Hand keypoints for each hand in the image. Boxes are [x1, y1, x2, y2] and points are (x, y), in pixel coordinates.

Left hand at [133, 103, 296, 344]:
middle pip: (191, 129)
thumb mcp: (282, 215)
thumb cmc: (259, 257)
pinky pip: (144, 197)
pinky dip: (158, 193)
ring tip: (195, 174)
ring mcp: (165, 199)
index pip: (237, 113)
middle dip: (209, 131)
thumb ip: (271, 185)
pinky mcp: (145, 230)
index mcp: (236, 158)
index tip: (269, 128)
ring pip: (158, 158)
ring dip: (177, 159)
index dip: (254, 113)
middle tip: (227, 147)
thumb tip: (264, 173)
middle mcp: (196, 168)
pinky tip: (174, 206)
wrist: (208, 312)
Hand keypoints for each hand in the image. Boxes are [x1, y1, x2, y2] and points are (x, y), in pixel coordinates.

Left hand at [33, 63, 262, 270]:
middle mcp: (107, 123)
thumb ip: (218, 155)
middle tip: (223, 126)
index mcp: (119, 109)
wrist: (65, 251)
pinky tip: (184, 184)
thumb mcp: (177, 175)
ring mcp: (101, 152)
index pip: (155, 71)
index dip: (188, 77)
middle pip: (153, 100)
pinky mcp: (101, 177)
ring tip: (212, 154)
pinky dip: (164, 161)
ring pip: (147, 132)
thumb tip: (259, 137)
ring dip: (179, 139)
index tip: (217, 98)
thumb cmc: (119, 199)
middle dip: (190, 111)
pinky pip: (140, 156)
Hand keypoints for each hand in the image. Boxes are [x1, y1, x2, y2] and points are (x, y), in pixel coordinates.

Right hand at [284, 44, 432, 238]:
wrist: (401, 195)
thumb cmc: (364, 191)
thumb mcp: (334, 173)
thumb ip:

--

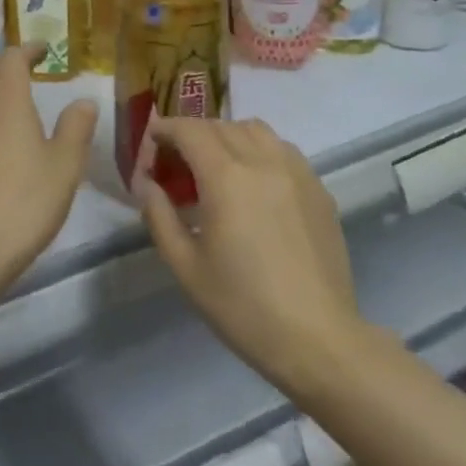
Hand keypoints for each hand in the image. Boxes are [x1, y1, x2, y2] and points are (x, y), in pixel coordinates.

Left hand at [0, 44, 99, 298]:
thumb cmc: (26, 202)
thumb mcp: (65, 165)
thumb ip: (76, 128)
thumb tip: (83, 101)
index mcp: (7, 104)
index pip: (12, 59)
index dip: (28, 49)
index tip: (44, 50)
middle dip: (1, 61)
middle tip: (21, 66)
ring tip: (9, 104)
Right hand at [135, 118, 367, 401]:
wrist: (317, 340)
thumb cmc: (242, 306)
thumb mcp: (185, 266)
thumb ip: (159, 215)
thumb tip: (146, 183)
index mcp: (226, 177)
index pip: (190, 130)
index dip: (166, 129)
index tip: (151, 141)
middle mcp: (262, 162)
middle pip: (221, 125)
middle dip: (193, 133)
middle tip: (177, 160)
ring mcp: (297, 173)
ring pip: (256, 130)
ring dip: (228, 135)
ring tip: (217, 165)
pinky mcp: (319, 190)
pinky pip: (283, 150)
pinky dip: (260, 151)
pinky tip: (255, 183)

The problem>
Look above for the line with "middle pip: (191, 129)"; retype exactly that line, every line after it up to the line with "index dip: (188, 77)", and that line too, nothing else.

Result of this exercise>
middle pip: (191, 129)
thumb mcp: (282, 215)
thumb cmc: (259, 257)
pinky pip: (144, 197)
pinky dip: (158, 193)
ring tip: (195, 174)
ring mcp: (165, 199)
index pip: (237, 113)
middle dip: (209, 131)
thumb ip: (271, 185)
pinky mcp: (145, 230)
index mcp: (236, 158)
index tip: (269, 128)
ring pip: (158, 158)
ring dip: (177, 159)
index dip: (254, 113)
middle tip: (227, 147)
thumb tip: (264, 173)
middle mcp: (196, 168)
pinky tip: (174, 206)
wrist: (208, 312)
Hand keypoints for each hand in the image. Boxes are [x1, y1, x2, y2] and points are (x, y), in pixel coordinates.

Left hand at [33, 63, 262, 270]:
middle mcp: (107, 123)
thumb ip: (218, 155)
middle tip: (223, 126)
index mcp: (119, 109)
wrist: (65, 251)
pinky tip: (184, 184)
thumb mcp: (177, 175)
ring mcp: (101, 152)
index pip: (155, 71)
index dip: (188, 77)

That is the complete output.